Acute Lymphocytic Leukemia Treatment


The treatment of ALL depends on many factors including but not limited to the type of disease, patient’s age, chromosomal mutations, CNS involvement, performance status of the patient, along with other factors. ALL treatment generally takes long (about 2 to 3 years) and mainly include the following phases:

1.Induction: The main aim of induction therapy is to achieve remission, that is, depletion of leukemia cells from the blood and bone marrow. However, this does not mean a cure as some leukemia cells may still exist that are undetectable by conventional diagnostic techniques. Thus, further treatment is usually recommended. Induction treatment usually includes multiagent chemotherapy and corticosteroid with or without a targeted agent.
The treatment for ALL usually includes CNS prophylaxis since the leukemia cells quickly spread to CNS. Thus, even when leukemia cells are not diagnosed in the CSF, treatment with radiotherapy, intrathecal chemotherapy (directly injected into the CSF), or high dose intravenous chemotherapy is given to all patients starting from induction and throughout the treatment.

 

2.Consolidation: The main aim of consolidation treatment is to wipe out any remaining leukemia cells from the body after induction treatment. Allogenic or autologous stem cell transplant (SCT) may be considered in patients with poor-prognostic factors who are good candidates for the same. CNS prophylaxis continues during this phase.

 

3.Maintenance: The main aim of maintenance treatment is to avoid disease recurrence after induction and consolidation therapy. The maintenance treatment regimen usually includes mild chemotherapy (especially anti-metabolites) with or without corticosteroid and targeted agent depending upon the type of ALL. The duration of maintenance therapy is generally about 1 to 2 years.

 

Based on the results obtained from various clinical research studies carried out so far, following are the preferred treatment approaches for different types of diseases and different patient populations:

Risk Group Preferred Treatment
Ph+ ALL in AYA patients

(age 15 to 39 years)

The preferred induction treatment regimen includes multiagent chemotherapy with corticosteroid with a TKI. Allogenic SCT may be employed if a matched donor is available OR multiagent chemotherapy with a TKI should be employed during consolidation. Maintenance therapy for about 1-2 years with a TKI with or without chemotherapy is considered after consolidation. Periodic MRD assessment and CNS prophylaxis is recommended.
Ph+ ALL in Adult patients

(age >/=40 years)

For patients with age less than 65 years and who are otherwise healthy (without any accompanying comorbidities), the preferred treatment approach is similar to that for AYA patients.

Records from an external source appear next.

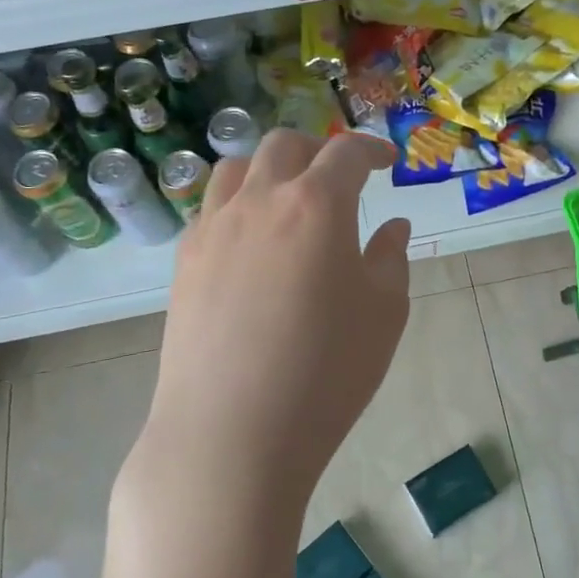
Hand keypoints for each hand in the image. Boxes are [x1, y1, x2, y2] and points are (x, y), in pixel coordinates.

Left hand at [133, 130, 409, 516]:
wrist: (232, 432)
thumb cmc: (326, 372)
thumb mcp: (384, 314)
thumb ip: (391, 259)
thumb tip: (394, 227)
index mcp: (317, 205)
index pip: (346, 153)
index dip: (372, 150)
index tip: (389, 163)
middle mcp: (260, 201)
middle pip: (285, 145)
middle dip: (318, 149)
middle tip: (340, 178)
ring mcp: (214, 228)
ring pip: (236, 167)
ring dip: (270, 168)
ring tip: (289, 198)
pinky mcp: (184, 261)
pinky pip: (210, 209)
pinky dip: (238, 204)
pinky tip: (253, 242)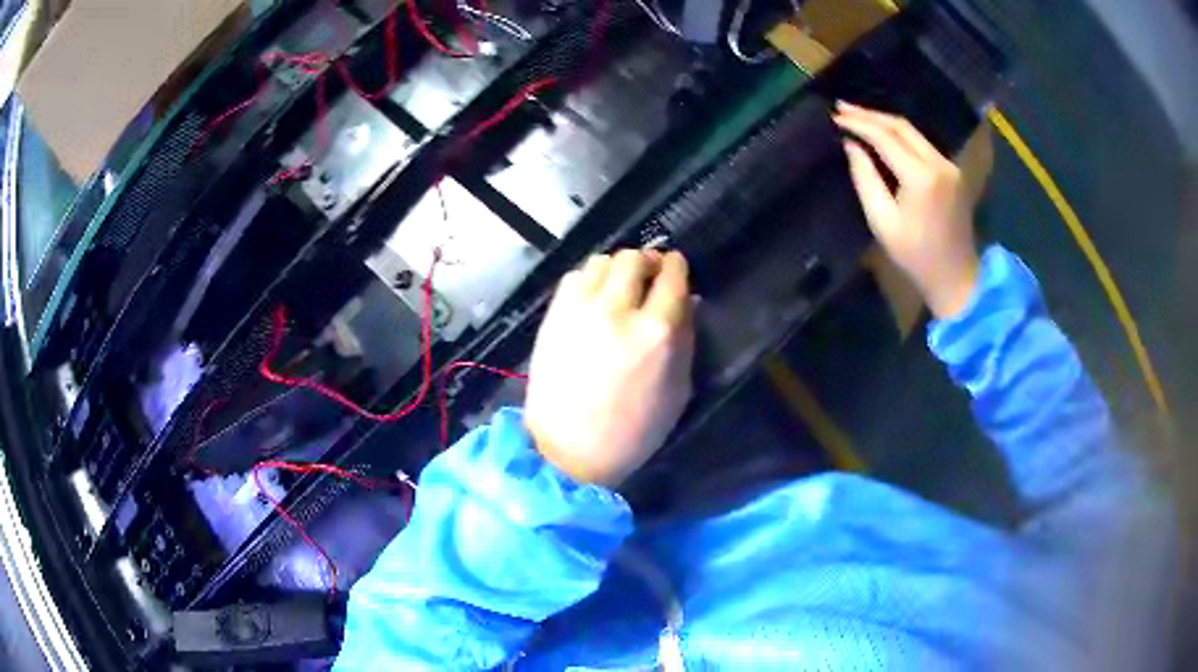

For patients with age more than 65 years OR who are not overall healthy (have accompanying comorbidities), the preferred induction treatment regimen includes low-intensity chemotherapy combined with a TKI. Chemotherapy (low-intensity) along with a TKI can be employed during consolidation. Maintenance therapy for about 1-2 years involving a TKI with or without chemotherapy is considered after consolidation. Periodic MRD assessment and CNS prophylaxis is recommended.

Ph- ALL in AYA patients

(age 15 to 39 years)

The preferred induction treatment regimen includes multiagent chemotherapy with corticosteroid. Allogenic SCT may be employed if a matched donor is available OR multiagent chemotherapy should be employed during consolidation. Maintenance therapy for about 1-2 years is considered after consolidation. Periodic MRD assessment and CNS prophylaxis is recommended.
Ph- ALL in Adult patients

(age >/=40 years)

For patients with age less than 65 years and who are otherwise healthy (without any accompanying health problem), the preferred treatment approach is similar to that for AYA patients.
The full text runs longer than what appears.